Approximately 200 species of animals use the refuge. Other than the endangered bats, the cave contains southern cavefish (Typhlichthys subterraneus), blackbarred crayfish (Cambarus unestami), Spotted-tail salamanders (Eurycea lucifuga), and northern slimy salamanders (Plethodon glutinosus). Other fish species in the refuge include banded sculpin (Cottus carolinae), bluegill (Lepomis macrochirus) and yellow bullhead catfish (Ictalurus natalis).
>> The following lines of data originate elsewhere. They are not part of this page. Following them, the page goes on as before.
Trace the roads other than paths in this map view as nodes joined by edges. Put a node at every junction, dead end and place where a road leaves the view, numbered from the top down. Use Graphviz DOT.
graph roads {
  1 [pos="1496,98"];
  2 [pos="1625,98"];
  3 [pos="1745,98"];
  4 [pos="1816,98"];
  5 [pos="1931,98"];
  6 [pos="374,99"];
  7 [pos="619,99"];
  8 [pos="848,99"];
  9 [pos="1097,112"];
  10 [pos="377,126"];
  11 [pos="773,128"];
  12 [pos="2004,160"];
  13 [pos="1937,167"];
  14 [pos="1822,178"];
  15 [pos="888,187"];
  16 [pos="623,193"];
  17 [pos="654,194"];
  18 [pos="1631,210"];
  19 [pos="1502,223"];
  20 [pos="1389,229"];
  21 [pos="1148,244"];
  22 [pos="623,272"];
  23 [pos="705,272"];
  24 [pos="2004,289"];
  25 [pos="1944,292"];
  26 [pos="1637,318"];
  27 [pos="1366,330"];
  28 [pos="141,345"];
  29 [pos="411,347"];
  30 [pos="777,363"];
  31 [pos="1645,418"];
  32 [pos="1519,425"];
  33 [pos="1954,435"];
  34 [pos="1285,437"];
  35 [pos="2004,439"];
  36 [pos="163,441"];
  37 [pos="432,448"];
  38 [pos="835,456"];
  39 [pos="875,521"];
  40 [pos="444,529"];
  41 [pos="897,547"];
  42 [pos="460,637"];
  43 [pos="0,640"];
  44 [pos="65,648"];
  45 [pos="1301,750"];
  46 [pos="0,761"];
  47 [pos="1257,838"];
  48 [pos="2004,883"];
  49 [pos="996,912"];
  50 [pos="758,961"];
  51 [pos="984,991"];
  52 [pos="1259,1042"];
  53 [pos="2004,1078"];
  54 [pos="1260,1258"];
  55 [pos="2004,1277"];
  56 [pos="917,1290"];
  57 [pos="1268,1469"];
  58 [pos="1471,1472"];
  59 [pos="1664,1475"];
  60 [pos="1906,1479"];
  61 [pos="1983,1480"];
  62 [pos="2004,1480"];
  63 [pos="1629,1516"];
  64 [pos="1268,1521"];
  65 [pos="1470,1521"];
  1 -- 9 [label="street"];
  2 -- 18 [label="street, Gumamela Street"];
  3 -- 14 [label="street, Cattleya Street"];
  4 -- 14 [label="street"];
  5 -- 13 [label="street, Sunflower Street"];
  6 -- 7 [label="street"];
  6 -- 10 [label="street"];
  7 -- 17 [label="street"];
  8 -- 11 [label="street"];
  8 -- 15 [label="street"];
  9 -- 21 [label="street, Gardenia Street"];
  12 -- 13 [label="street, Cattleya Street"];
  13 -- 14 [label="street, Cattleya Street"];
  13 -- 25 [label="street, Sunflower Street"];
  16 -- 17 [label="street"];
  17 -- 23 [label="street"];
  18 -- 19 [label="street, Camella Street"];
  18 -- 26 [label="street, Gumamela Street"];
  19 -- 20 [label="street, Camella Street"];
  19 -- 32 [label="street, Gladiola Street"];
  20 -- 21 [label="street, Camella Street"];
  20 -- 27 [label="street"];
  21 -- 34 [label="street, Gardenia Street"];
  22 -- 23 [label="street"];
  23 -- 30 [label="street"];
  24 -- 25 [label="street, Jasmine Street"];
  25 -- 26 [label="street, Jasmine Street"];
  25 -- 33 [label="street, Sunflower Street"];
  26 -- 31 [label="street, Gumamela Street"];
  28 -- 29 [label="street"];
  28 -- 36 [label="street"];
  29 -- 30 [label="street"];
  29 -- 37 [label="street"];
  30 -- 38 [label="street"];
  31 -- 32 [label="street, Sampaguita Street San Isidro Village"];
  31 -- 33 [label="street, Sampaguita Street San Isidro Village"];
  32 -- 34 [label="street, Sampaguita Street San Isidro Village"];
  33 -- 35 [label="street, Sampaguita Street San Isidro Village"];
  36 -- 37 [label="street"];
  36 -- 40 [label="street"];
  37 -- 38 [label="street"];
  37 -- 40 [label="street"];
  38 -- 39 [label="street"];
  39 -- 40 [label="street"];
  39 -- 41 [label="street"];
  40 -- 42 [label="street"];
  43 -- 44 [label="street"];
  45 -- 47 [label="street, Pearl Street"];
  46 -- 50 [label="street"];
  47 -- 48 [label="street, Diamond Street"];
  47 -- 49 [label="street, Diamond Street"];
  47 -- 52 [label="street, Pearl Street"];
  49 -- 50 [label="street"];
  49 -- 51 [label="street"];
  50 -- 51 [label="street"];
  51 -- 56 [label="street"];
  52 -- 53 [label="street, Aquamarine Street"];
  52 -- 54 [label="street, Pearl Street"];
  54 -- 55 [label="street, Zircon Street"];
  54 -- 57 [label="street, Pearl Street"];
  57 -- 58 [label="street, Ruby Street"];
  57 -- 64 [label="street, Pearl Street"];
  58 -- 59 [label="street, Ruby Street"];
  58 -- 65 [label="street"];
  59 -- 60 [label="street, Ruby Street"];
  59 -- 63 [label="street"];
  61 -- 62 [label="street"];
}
Outside of the cave, mammals include white-tailed deer (Odocoileus virginianus), wild turkeys (Meleagris gallopavo), squirrels (Sciurinae sp.), opossums (Didelphis virginiana), raccoons (Procyon lotor), and the rare-in-Alabama snowshoe hare (Lepus americanus).

Facilities

Fern Cave is not open to the public in order to protect the endangered bats and ferns that reside within. The remaining portion of the Refuge is open to the public, although its use is limited due to the rugged topography.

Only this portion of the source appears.